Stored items

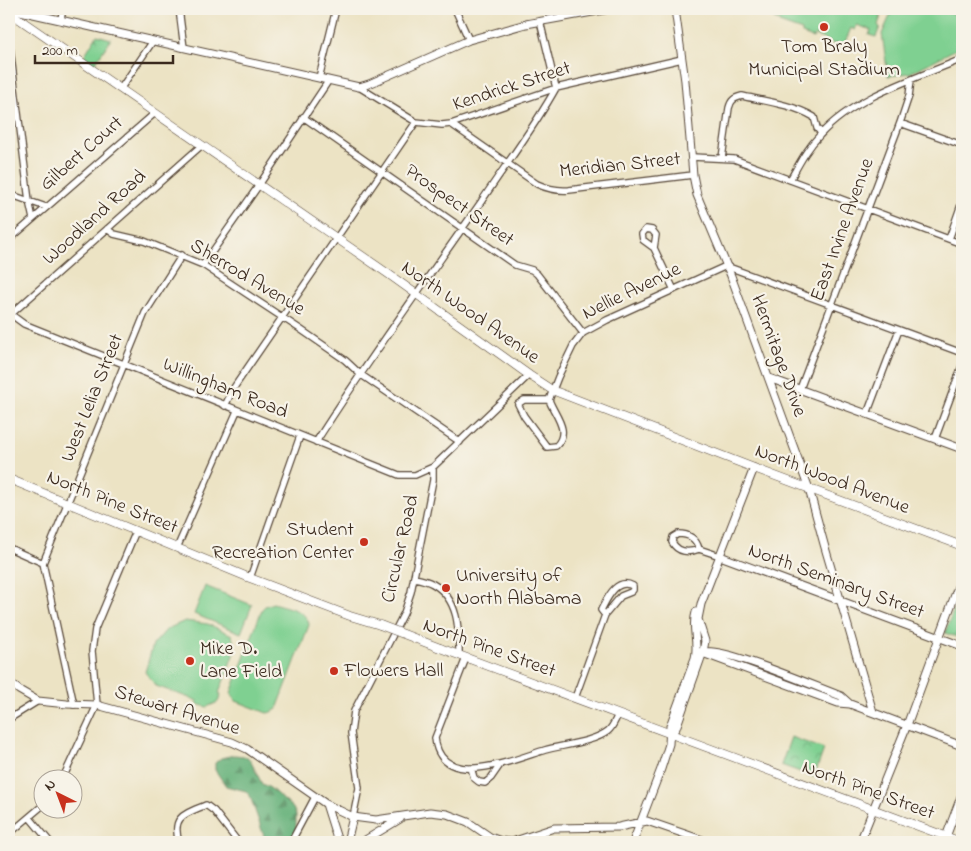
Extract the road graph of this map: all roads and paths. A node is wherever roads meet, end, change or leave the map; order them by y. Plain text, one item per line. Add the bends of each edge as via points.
1 (64, 9) edge
2 (179, 9) edge
3 (336, 9) edge
4 (455, 9) edge
5 (609, 9) edge
6 (675, 9) edge
7 (10, 10) edge
8 (34, 14) junction
9 (61, 19) junction
10 (540, 20) junction
11 (28, 26) junction
12 (9, 40) edge
13 (469, 40) junction
14 (153, 41) junction
15 (184, 48) junction
16 (682, 59) junction
17 (962, 59) edge
18 (319, 78) junction
19 (11, 79) edge
20 (329, 80) junction
21 (911, 80) junction
22 (359, 87) junction
23 (121, 88) junction
24 (556, 88) junction
25 (155, 113) junction
26 (303, 117) junction
27 (416, 122) junction
28 (900, 122) junction
29 (451, 124) junction
30 (821, 133) junction
31 (202, 145) junction
32 (962, 145) edge
33 (692, 157) junction
34 (722, 158) junction
35 (508, 163) junction
36 (382, 172) junction
37 (693, 175) junction
38 (790, 180) junction
39 (259, 185) junction
40 (9, 194) edge
41 (29, 201) junction
42 (962, 202) edge
43 (46, 207) junction
44 (868, 209) junction
45 (33, 219) junction
46 (463, 228) junction
47 (107, 229) junction
48 (336, 238) junction
49 (949, 239) junction
50 (9, 240) edge
51 (962, 244) edge
52 (654, 248) dead end
53 (182, 255) junction
54 (203, 265) junction
55 (726, 266) junction
56 (674, 290) junction
57 (415, 294) junction
58 (832, 306) junction
59 (9, 315) edge
60 (282, 318) junction
61 (900, 330) junction
62 (583, 333) junction
63 (962, 353) edge
64 (124, 365) junction
65 (962, 366) edge
66 (360, 374) junction
67 (529, 375) junction
68 (768, 378) junction
69 (800, 389) junction
70 (552, 390) junction
71 (549, 400) junction
72 (225, 406) junction
73 (237, 411) junction
74 (867, 414) junction
75 (300, 436) junction
76 (935, 439) junction
77 (316, 442) junction
78 (460, 442) junction
79 (962, 449) edge
80 (433, 466) junction
81 (754, 468) junction
82 (9, 479) edge
83 (809, 489) junction
84 (67, 503) junction
85 (136, 531) junction
86 (962, 546) edge
87 (9, 548) edge
88 (177, 548) junction
89 (699, 549) junction
90 (720, 556) junction
91 (43, 563) junction
92 (962, 576) edge
93 (250, 578) junction
94 (414, 578) junction
95 (840, 600) junction
96 (701, 604) junction
97 (603, 613) junction
98 (703, 633) junction
99 (939, 638) junction
100 (962, 646) edge
101 (700, 652) junction
102 (717, 652) junction
103 (462, 657) junction
104 (741, 659) junction
105 (739, 667) junction
106 (9, 682) edge
107 (574, 698) junction
108 (38, 701) junction
109 (850, 704) junction
110 (74, 705) junction
111 (97, 705) junction
112 (874, 712) junction
113 (618, 715) junction
114 (9, 719) edge
115 (907, 725) junction
116 (670, 734) junction
117 (962, 746) edge
118 (500, 765) junction
119 (67, 768) edge
120 (471, 768) junction
121 (962, 794) edge
122 (315, 797) junction
123 (326, 804) junction
124 (873, 810) junction
125 (404, 816) junction
126 (353, 817) junction
127 (30, 818) joint
128 (641, 821) junction
129 (9, 834) edge
130 (946, 837) junction
131 (50, 842) edge
132 (179, 842) edge
133 (238, 842) edge
134 (291, 842) edge
135 (338, 842) edge
136 (347, 842) edge
137 (362, 842) edge
138 (633, 842) edge
139 (708, 842) edge
140 (860, 842) edge
141 (961, 842) edge

1 - 9 street
2 - 15 street
3 - 18 street
4 - 13 street
5 - 10 street
6 - 16 street, Hermitage Drive
7 - 8 street
7 - 11 main road, North Wood Avenue
8 - 9 street
8 - 11 street via 27,21
9 - 14 street
10 - 13 street
10 - 24 street
11 - 23 main road, North Wood Avenue
12 - 19 street
13 - 22 street
14 - 15 street
14 - 23 street
15 - 18 street
16 - 24 street, Kendrick Street
16 - 33 street, Hermitage Drive
17 - 21 street
18 - 20 street
19 - 41 street
20 - 22 street
20 - 26 street
21 - 28 street, East Irvine Avenue
21 - 30 street via 855,107
22 - 27 street, Kendrick Street
23 - 25 main road, North Wood Avenue
24 - 29 street, Kendrick Street
24 - 35 street
25 - 31 main road, North Wood Avenue
25 - 43 street, Gilbert Court
26 - 36 street, Prospect Street
26 - 39 street
27 - 29 street, Kendrick Street
27 - 36 street
28 - 32 street
28 - 44 street, East Irvine Avenue
29 - 35 street, Meridian Street
30 - 34 street via 810,115 742,96 735,98 729,108
30 - 38 street
31 - 39 main road, North Wood Avenue
31 - 47 street, Woodland Road
33 - 34 street
33 - 37 street, Hermitage Drive
34 - 38 street via 734,159
35 - 37 street, Meridian Street via 537,184 558,191
35 - 46 street
36 - 46 street, Prospect Street
36 - 48 street
37 - 55 street, Hermitage Drive via 702,210
38 - 44 street
39 - 48 main road, North Wood Avenue
39 - 54 street
40 - 41 street
41 - 43 street
41 - 45 street
42 - 49 street
43 - 45 street, Gilbert Court
44 - 49 street
44 - 58 street, East Irvine Avenue
45 - 50 street, Gilbert Court
46 - 57 street
46 - 62 street, Prospect Street via 516,265 532,270
47 - 53 street, Sherrod Avenue
47 - 59 street, Woodland Road
48 - 57 main road, North Wood Avenue
48 - 60 street
49 - 51 street
52 - 56 street
53 - 54 street, Sherrod Avenue
53 - 64 street, West Lelia Street via 145,314
54 - 60 street, Sherrod Avenue
55 - 56 street, Nellie Avenue
55 - 58 street
55 - 68 street, Hermitage Drive
56 - 62 street, Nellie Avenue
57 - 66 street
57 - 67 main road, North Wood Avenue
58 - 61 street
58 - 69 street, East Irvine Avenue
59 - 64 street, Willingham Road
60 - 66 street, Sherrod Avenue
60 - 72 street via 233,389
61 - 63 street
61 - 74 street
62 - 70 street, Nellie Avenue
64 - 72 street, Willingham Road
64 - 84 street, West Lelia Street
65 - 76 street
66 - 77 street
66 - 78 street, Sherrod Avenue
67 - 70 main road, North Wood Avenue
67 - 78 street
68 - 69 street
68 - 83 street, Hermitage Drive
69 - 74 street
70 - 71 street, Nellie Avenue
70 - 81 main road, North Wood Avenue
71 - 71 street via 524,400 518,404 550,448 559,443 562,429
72 - 73 street, Willingham Road
73 - 75 street, Willingham Road
73 - 88 street
74 - 76 street
75 - 77 street, Willingham Road
75 - 93 street
76 - 79 street
77 - 80 street, Willingham Road via 399,475 415,475
78 - 80 street
80 - 94 street, Circular Road via 433,481
81 - 83 main road, North Wood Avenue
81 - 90 street
82 - 84 main road, North Pine Street
83 - 86 main road, North Wood Avenue
83 - 95 street, Hermitage Drive
84 - 85 main road, North Pine Street
84 - 91 street, West Lelia Street
85 - 88 main road, North Pine Street
85 - 111 street via 92,640
87 - 91 street
88 - 93 main road, North Pine Street
89 - 89 street via 693,538 684,534 673,537 672,542 678,550 690,552
89 - 90 street, North Seminary Street
90 - 95 street, North Seminary Street
90 - 96 street
91 - 110 street
92 - 99 street
93 - 103 main road, North Pine Street, bridge
94 - 103 street via 432,583 452,602
94 - 126 street, Circular Road via 404,612 354,711 351,733 359,788
95 - 99 street, North Seminary Street
95 - 112 street, Hermitage Drive
96 - 98 street via 698,620
96 - 101 street via 693,620
97 - 97 street via 621,596 631,592 633,586 623,584 610,592
97 - 107 street
98 - 101 street via 705,641
98 - 102 street
99 - 100 street, North Seminary Street
99 - 115 street
101 - 102 street
101 - 105 street
101 - 116 street via 676,728
102 - 104 street
103 - 107 main road, North Pine Street
103 - 120 street via 435,738 436,748 450,765
104 - 105 street
104 - 109 street via 841,696
105 - 109 street via 838,703
106 - 108 street, Stewart Avenue
107 - 113 main road, North Pine Street
108 - 110 street, Stewart Avenue
108 - 114 street
109 - 112 street
110 - 111 street, Stewart Avenue
111 - 119 street
111 - 122 street, Stewart Avenue via 232,742
112 - 115 street
113 - 116 main road, North Pine Street
113 - 118 street via 608,731
115 - 117 street
115 - 124 street
116 - 124 main road, North Pine Street
116 - 128 street
118 - 120 street
118 - 120 street via 484,783 474,778
121 - 130 street
122 - 123 street, Stewart Avenue
122 - 134 street
123 - 126 street, Stewart Avenue
123 - 135 street
124 - 130 main road, North Pine Street
124 - 140 street
125 - 126 street, Stewart Avenue via 376,820
125 - 128 street, Stewart Avenue via 430,812 447,814 468,822 490,837 512,842 554,828 619,827
125 - 137 street
126 - 136 street
127 - 129 street
127 - 131 street
128 - 138 street
128 - 139 street
130 - 141 main road, North Pine Street
132 - 133 street via 177,822 206,806 214,811

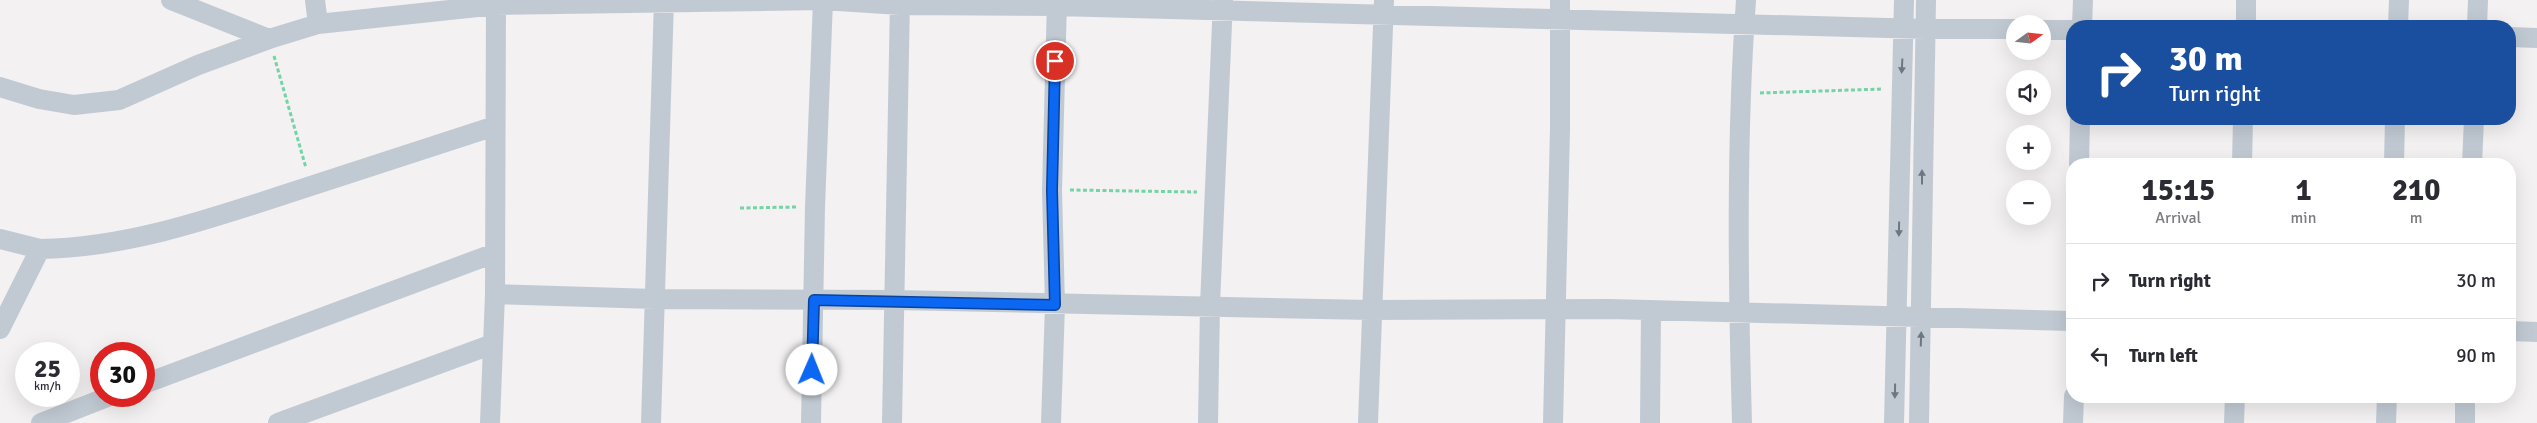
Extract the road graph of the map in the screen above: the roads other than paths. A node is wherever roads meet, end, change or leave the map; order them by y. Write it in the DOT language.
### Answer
graph roads {
  1 [pos="171,0"];
  2 [pos="315,0"];
  3 [pos="664,0"];
  4 [pos="823,0"];
  5 [pos="1746,0"];
  6 [pos="1904,0"];
  7 [pos="1926,0"];
  8 [pos="2083,0"];
  9 [pos="2246,0"];
  10 [pos="2399,0"];
  11 [pos="2478,0"];
  12 [pos="496,2"];
  13 [pos="900,3"];
  14 [pos="1057,3"];
  15 [pos="1223,5"];
  16 [pos="401,7"];
  17 [pos="1384,8"];
  18 [pos="1560,10"];
  19 [pos="2082,20"];
  20 [pos="2246,20"];
  21 [pos="2398,20"];
  22 [pos="2477,20"];
  23 [pos="1744,23"];
  24 [pos="318,24"];
  25 [pos="1904,28"];
  26 [pos="1925,29"];
  27 [pos="2006,29"];
  28 [pos="2051,30"];
  29 [pos="2066,30"];
  30 [pos="2516,37"];
  31 [pos="2537,38"];
  32 [pos="269,39"];
  33 [pos="0,87"];
  34 [pos="2080,125"];
  35 [pos="2243,125"];
  36 [pos="2396,125"];
  37 [pos="2474,125"];
  38 [pos="495,126"];
  39 [pos="2079,158"];
  40 [pos="2242,158"];
  41 [pos="2394,158"];
  42 [pos="2472,158"];
  43 [pos="0,239"];
  44 [pos="40,250"];
  45 [pos="495,254"];
  46 [pos="495,294"];
  47 [pos="654,299"];
  48 [pos="814,300"];
  49 [pos="895,300"];
  50 [pos="1055,305"];
  51 [pos="1210,305"];
  52 [pos="1557,309"];
  53 [pos="1371,310"];
  54 [pos="1651,310"];
  55 [pos="1739,312"];
  56 [pos="1897,316"];
  57 [pos="1922,317"];
  58 [pos="2066,321"];
  59 [pos="0,329"];
  60 [pos="2516,331"];
  61 [pos="2537,332"];
  62 [pos="493,344"];
  63 [pos="155,380"];
  64 [pos="2074,403"];
  65 [pos="2235,403"];
  66 [pos="2387,403"];
  67 [pos="2465,403"];
  68 [pos="90,404"];
  69 [pos="41,423"];
  70 [pos="278,423"];
  71 [pos="490,423"];
  72 [pos="651,423"];
  73 [pos="811,423"];
  74 [pos="892,423"];
  75 [pos="1051,423"];
  76 [pos="1208,423"];
  77 [pos="1368,423"];
  78 [pos="1553,423"];
  79 [pos="1650,423"];
  80 [pos="1742,423"];
  81 [pos="1894,423"];
  82 [pos="1918,423"];
  83 [pos="2073,423"];
  84 [pos="2234,423"];
  85 [pos="2386,423"];
  86 [pos="2465,423"];
  1 -- 32 [label="street"];
  2 -- 24 [label="street"];
  3 -- 4 [label="street"];
  3 -- 12 [label="street"];
  3 -- 47 [label="street"];
  4 -- 13 [label="street"];
  4 -- 48 [label="street"];
  5 -- 23 [label="street"];
  6 -- 25 [label="street"];
  7 -- 26 [label="street"];
  8 -- 19 [label="street"];
  9 -- 20 [label="street"];
  10 -- 21 [label="street"];
  11 -- 22 [label="street"];
  12 -- 16 [label="street"];
  12 -- 38 [label="street"];
  13 -- 14 [label="street"];
  13 -- 49 [label="street"];
  14 -- 15 [label="street"];
  14 -- 50 [label="street"];
  15 -- 17 [label="street"];
  15 -- 51 [label="street"];
  16 -- 24 [label="street"];
  17 -- 18 [label="street"];
  17 -- 53 [label="street"];
  18 -- 23 [label="street"];
  18 -- 52 [label="street"];
  23 -- 25 [label="street"];
  23 -- 55 [label="street"];
  24 -- 32 [label="street"];
  25 -- 26 [label="street"];
  25 -- 56 [label="street, one-way"];
  26 -- 27 [label="street"];
  57 -- 26 [label="street, one-way"];
  28 -- 29 [label="street"];
  30 -- 31 [label="street"];
  32 -- 33 [label="street"];
  34 -- 39 [label="street"];
  35 -- 40 [label="street"];
  36 -- 41 [label="street"];
  37 -- 42 [label="street"];
  38 -- 44 [label="street"];
  38 -- 45 [label="street"];
  43 -- 44 [label="street"];
  44 -- 59 [label="street"];
  45 -- 46 [label="street"];
  45 -- 63 [label="street"];
  46 -- 47 [label="street"];
  46 -- 62 [label="street"];
  47 -- 48 [label="street"];
  47 -- 72 [label="street"];
  48 -- 49 [label="street"];
  48 -- 73 [label="street"];
  49 -- 50 [label="street"];
  49 -- 74 [label="street"];
  50 -- 51 [label="street"];
  50 -- 75 [label="street"];
  51 -- 53 [label="street"];
  51 -- 76 [label="street"];
  52 -- 53 [label="street"];
  52 -- 54 [label="street"];
  52 -- 78 [label="street"];
  53 -- 77 [label="street"];
  54 -- 55 [label="street"];
  54 -- 79 [label="street"];
  55 -- 56 [label="street"];
  55 -- 80 [label="street"];
  56 -- 57 [label="street"];
  56 -- 81 [label="street, one-way"];
  57 -- 58 [label="street"];
  82 -- 57 [label="street, one-way"];
  60 -- 61 [label="street"];
  62 -- 70 [label="street"];
  62 -- 71 [label="street"];
  64 -- 83 [label="street"];
  65 -- 84 [label="street"];
  66 -- 85 [label="street"];
  67 -- 86 [label="street"];
  68 -- 69 [label="street"];
}
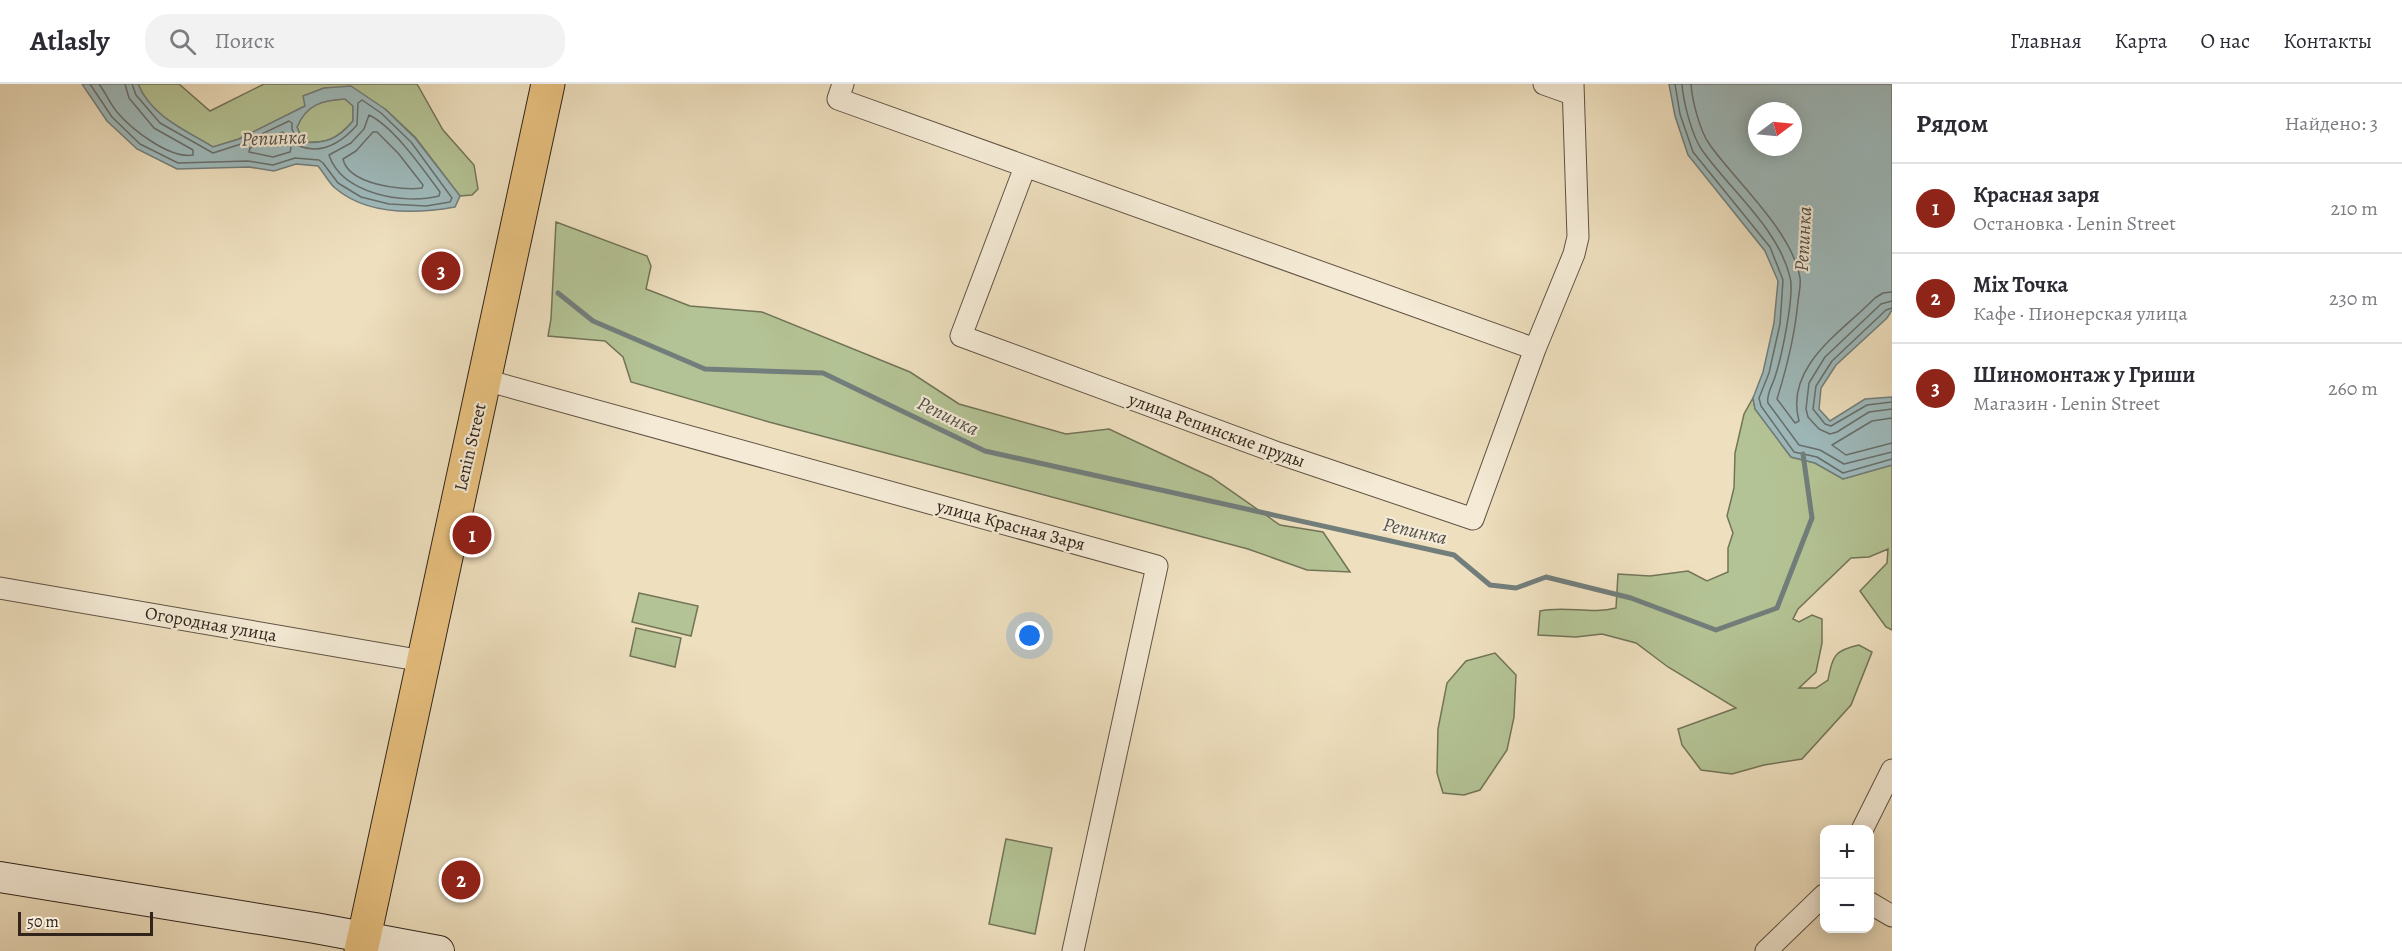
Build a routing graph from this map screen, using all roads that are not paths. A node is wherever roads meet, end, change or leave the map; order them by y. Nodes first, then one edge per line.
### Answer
1 (548, 84) edge
2 (843, 84) edge
3 (1544, 84) edge
4 (1573, 89) edge
5 (1025, 168) junction
6 (1535, 350) junction
7 (485, 380) junction
8 (0, 588) edge
9 (423, 661) junction
10 (1892, 770) edge
11 (1864, 825) edge
12 (0, 877) edge
13 (1820, 899) edge
14 (1874, 906) edge
15 (1892, 916) edge
16 (362, 944) edge
17 (439, 951) edge
18 (1073, 951) edge
19 (1767, 951) edge

1 - 7 main road, Lenin Street
2 - 5 street
3 - 4 street, улица Репинские пруды
4 - 6 street, улица Репинские пруды
5 - 6 street
5 - 6 street, улица Репинские пруды
7 - 9 main road, Lenin Street
7 - 18 street, улица Красная Заря
8 - 9 street, Огородная улица
9 - 16 main road, Lenin Street
10 - 11 street
12 - 16 street
13 - 19 street
14 - 15 street
16 - 17 street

#### [Problem description]
Gather each line in these records that contains the string "Lelia".

#### [Task result]
53 - 64 street, West Lelia Street via 145,314
64 - 84 street, West Lelia Street
84 - 91 street, West Lelia Street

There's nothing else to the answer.